INTERVIEW: ‘City of No Illusions’ casts intimate light on refugee crisis
Photo: City of No Illusions stars Ellen Maddow, Annie Henk and Colleen O’Neill. The play is written and directed by Paul Zimet. Photo courtesy of Suzanne Opton / Provided by Everyman Agency with permission.
City of No Illusions, a new play written and directed by Paul Zimet, takes place in a funeral home in Buffalo, New York, where two people are seeking asylum. The show, which also features original music by Ellen Maddow, is intended to offer a theatrical take on the present refugee crisis.
Featuring 12 international performers, the production runs Feb. 8-24 at La MaMa in Downtown Manhattan. The show comes to the historic Village venue thanks to Talking Band, which was founded in 1974 by Zimet, Maddow and Tina Shepard.
Recently Hollywood Soapbox exchanged emails with Zimet, an Obie winner, about his new play. Questions and answers have been slightly edited for style.
How would you describe City of No Illusions to audience members thinking about experiencing the show?
The play is a dark comedy set near the U.S. – Canadian border in Buffalo, New York, in a funeral home run by twin sisters which has inadvertently become a sanctuary for two young immigrants. As agents from ICE [Immigration and Customs Enforcement] close in, the lives of the funeral directors become intimately, farcically, and, at times, dangerously entwined with the refugees they harbor. Soon, the funeral home becomes a vital gateway to a new life. Throughout the play, a mysterious trio of musicians, a shadow band, occupy a permeable space, moving across borders and between the living and the dead.
How much was City of No Illusions inspired by recent headlines in the United States?

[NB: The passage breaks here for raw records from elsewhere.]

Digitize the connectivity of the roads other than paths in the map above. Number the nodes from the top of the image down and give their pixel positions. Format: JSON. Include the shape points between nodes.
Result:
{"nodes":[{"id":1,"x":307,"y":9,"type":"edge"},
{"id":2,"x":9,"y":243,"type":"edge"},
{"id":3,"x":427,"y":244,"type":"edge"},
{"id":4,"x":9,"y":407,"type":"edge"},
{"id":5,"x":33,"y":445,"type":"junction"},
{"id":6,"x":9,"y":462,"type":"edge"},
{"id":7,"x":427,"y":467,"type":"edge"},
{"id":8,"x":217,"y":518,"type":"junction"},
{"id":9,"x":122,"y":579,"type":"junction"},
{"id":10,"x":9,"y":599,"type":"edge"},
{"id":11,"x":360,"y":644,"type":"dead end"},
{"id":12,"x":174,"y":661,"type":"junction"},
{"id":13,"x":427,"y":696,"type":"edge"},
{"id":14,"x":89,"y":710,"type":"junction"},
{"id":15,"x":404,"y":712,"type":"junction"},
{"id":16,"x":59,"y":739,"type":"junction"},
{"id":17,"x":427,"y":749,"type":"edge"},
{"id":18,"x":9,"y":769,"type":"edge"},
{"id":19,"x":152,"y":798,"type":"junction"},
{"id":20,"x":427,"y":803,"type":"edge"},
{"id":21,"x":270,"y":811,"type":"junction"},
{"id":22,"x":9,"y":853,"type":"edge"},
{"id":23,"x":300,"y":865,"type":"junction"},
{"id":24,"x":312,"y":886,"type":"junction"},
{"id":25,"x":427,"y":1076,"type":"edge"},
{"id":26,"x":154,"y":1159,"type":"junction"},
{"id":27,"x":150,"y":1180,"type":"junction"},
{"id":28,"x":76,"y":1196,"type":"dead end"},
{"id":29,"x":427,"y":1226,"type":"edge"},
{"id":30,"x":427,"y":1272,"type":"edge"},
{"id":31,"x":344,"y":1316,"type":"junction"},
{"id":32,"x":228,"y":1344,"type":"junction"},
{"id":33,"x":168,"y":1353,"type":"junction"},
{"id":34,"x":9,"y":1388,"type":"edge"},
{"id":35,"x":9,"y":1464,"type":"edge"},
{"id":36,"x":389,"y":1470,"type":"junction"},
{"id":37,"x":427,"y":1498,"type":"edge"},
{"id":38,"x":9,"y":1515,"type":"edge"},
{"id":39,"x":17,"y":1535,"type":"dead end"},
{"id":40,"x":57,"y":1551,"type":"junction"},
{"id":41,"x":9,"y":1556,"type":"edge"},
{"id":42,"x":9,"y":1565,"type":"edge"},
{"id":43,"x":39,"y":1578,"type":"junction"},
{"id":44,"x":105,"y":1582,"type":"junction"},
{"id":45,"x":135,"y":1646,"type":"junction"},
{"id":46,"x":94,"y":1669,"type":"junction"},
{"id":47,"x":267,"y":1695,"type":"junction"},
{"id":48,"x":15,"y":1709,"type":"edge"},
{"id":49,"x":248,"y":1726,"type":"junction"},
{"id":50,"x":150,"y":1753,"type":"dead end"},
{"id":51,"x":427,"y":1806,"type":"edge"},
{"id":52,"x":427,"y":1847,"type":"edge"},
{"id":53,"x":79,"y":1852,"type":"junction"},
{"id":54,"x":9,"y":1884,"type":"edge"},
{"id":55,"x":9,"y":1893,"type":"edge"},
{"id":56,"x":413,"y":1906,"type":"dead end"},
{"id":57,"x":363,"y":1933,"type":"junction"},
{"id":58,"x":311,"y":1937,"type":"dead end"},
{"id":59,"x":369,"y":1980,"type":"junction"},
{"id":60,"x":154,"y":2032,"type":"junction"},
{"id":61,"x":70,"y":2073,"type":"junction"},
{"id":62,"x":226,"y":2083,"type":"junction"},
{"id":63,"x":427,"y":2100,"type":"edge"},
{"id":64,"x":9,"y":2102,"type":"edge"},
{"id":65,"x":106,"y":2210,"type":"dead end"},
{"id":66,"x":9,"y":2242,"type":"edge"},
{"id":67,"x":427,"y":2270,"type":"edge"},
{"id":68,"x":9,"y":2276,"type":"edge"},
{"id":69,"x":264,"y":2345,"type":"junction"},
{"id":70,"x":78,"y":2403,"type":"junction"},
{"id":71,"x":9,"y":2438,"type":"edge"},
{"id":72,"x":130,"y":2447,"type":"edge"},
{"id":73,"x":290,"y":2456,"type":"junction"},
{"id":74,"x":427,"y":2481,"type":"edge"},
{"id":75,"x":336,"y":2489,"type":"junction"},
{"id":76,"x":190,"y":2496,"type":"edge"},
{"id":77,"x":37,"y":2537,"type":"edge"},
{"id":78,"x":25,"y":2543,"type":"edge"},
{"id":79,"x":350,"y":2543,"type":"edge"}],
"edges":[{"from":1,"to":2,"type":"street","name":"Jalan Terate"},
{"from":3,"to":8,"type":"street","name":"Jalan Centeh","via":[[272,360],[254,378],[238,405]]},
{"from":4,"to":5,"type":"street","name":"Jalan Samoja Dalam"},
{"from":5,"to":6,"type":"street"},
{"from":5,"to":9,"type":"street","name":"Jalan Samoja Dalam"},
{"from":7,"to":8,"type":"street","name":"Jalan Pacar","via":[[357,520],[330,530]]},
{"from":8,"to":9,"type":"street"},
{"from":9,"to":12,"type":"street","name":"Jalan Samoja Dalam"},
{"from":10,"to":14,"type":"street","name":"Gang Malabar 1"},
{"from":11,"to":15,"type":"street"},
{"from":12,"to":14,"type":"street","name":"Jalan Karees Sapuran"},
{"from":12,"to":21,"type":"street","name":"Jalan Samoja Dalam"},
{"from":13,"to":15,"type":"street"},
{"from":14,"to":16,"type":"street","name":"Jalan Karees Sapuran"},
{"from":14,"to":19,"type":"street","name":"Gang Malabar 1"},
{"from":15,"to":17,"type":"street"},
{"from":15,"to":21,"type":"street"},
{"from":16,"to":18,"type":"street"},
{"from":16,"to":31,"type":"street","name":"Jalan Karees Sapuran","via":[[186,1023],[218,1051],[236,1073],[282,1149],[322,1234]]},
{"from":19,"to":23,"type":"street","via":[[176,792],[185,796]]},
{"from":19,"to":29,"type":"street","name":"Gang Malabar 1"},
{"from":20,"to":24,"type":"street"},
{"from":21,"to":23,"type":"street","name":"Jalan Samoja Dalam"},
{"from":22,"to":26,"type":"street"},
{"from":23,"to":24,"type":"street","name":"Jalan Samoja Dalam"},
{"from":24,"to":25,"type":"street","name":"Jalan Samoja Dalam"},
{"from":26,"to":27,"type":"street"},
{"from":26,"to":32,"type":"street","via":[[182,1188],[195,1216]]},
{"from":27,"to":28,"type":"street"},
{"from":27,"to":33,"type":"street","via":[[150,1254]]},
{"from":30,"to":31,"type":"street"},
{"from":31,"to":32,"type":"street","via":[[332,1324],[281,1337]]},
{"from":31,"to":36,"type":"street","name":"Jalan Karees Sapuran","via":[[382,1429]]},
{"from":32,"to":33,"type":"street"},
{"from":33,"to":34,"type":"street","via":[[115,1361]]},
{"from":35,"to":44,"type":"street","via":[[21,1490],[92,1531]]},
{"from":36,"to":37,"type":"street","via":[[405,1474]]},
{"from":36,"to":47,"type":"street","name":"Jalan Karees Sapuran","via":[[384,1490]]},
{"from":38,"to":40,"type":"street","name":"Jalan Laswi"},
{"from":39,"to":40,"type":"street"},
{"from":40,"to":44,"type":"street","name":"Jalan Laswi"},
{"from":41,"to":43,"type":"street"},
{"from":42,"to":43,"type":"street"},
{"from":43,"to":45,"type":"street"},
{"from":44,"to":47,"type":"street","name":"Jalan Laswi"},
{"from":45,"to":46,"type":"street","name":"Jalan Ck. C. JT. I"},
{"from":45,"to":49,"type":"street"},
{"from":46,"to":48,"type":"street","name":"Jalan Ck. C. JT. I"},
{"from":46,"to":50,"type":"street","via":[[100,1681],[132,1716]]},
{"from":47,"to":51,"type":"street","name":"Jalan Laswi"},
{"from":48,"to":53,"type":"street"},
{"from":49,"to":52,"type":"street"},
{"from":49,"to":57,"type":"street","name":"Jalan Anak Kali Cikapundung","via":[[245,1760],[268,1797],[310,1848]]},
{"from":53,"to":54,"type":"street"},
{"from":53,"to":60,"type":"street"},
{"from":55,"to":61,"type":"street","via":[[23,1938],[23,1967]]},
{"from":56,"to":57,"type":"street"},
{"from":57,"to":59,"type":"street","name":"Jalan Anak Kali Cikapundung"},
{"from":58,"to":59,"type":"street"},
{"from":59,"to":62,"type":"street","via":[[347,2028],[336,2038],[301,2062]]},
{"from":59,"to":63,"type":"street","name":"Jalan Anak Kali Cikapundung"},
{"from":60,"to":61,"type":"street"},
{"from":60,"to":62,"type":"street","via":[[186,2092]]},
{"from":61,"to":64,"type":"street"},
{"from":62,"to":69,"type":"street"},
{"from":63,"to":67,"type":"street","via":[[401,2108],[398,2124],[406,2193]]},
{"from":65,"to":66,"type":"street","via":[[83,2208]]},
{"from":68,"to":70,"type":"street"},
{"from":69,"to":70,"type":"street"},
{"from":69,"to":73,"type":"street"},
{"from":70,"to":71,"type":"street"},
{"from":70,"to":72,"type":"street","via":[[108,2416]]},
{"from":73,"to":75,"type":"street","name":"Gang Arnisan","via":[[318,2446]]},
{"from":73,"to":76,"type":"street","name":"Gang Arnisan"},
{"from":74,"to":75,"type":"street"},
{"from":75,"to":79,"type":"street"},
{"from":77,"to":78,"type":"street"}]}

I’ve been distressed, as many others have, about the way immigrants, refugees and asylum seekers are treated in this country and around the world. I know there is no point in hammering people over the head with what they are already reading in the news, so I wanted to present the two asylum seekers and the people whose lives intersect with theirs in a very specific, human light. I also believe that the more serious the subject, the more important it is to have humor in dealing with it.
What has it been like to work with composer Ellen Maddow on this particular project?
Music is integral to all the Talking Band’s work. It is woven in to the fabric of the shows — not just as underscoring but as an element that moves the stories forward. The music is usually live, and the musicians are characters in the show.
I have been collaborating with Ellen Maddow for almost 50 years, for 45 years with Talking Band and before that with the Open Theater. In addition to being a composer, she is an actor and playwright as well. (She performs the role of one of the sister funeral directors in the show.)
Her music is theatrical and particular to the different world of each show. It therefore spans an astonishing variety of genres, including some that she has invented herself. Her musical settings of the songs are attuned to the rhythms of speech and the meanings of the text. She knows when her music should take center stage and when it needs to offer subtle support. Ellen’s music has defined the Talking Band’s work.
What were the original intentions behind founding Talking Band with Ellen Maddow and Tina Shepard? Have you been surprised by how much the group has accomplished?
Before we founded Talking Band, we all were in the Open Theater, directed by Joseph Chaikin. It was a seminal theater company in the 1960s and early ’70s — one of the first theater ensembles to create works collaboratively. We learned how powerful it was for all members of an ensemble to be invested in the whole artistic endeavor — not just their part, but the content and whole aesthetic of the production.
So, when the Open Theater disbanded in 1973, we knew we wanted to continue work as a creative ensemble. In the works created by the Open Theater, the language was very spare — much was expressed by movement and music. We also wanted to bring some of the heightened energy we had found in physical theater into language.
So, at first, we explored the performance of poetry and then plays by poets. The Open Theater was also a politically engaged theater; its shows weren’t polemical, but suggested alternate ways of being in the world, and explored aspects of human behavior that were not being reflected in the conventional theater and entertainment of the time. When we started Talking Band, we considered ourselves a ‘poetic-political theater.’ In one way, I’m surprised we are still creating and producing works after 45 years, but on the other I’m not — what else would we rather be doing than this work?
The company’s website stresses the necessity of adequate time to develop these pieces. Why is a one to two-year development process so important?
Our work needs a lot of research, experimentation, testing and revision before it reaches its final form. In the years the Open Theater existed, there was higher level of funding for the arts, and it was also cheaper to live in New York City. So we could afford long periods of paid work for the artists. Now, the economic realities make that much harder.
One way Talking Band has dealt with that is by establishing a Performance Lab. These are periodic workshops in which we explore questions of interest to us that could have to do with performance techniques, theatrical genres or other artistic disciplines. The workshops are like pure research — not necessarily aimed at a particular production or performance deadline — but the discoveries made in these labs usually have a way of filtering into our shows.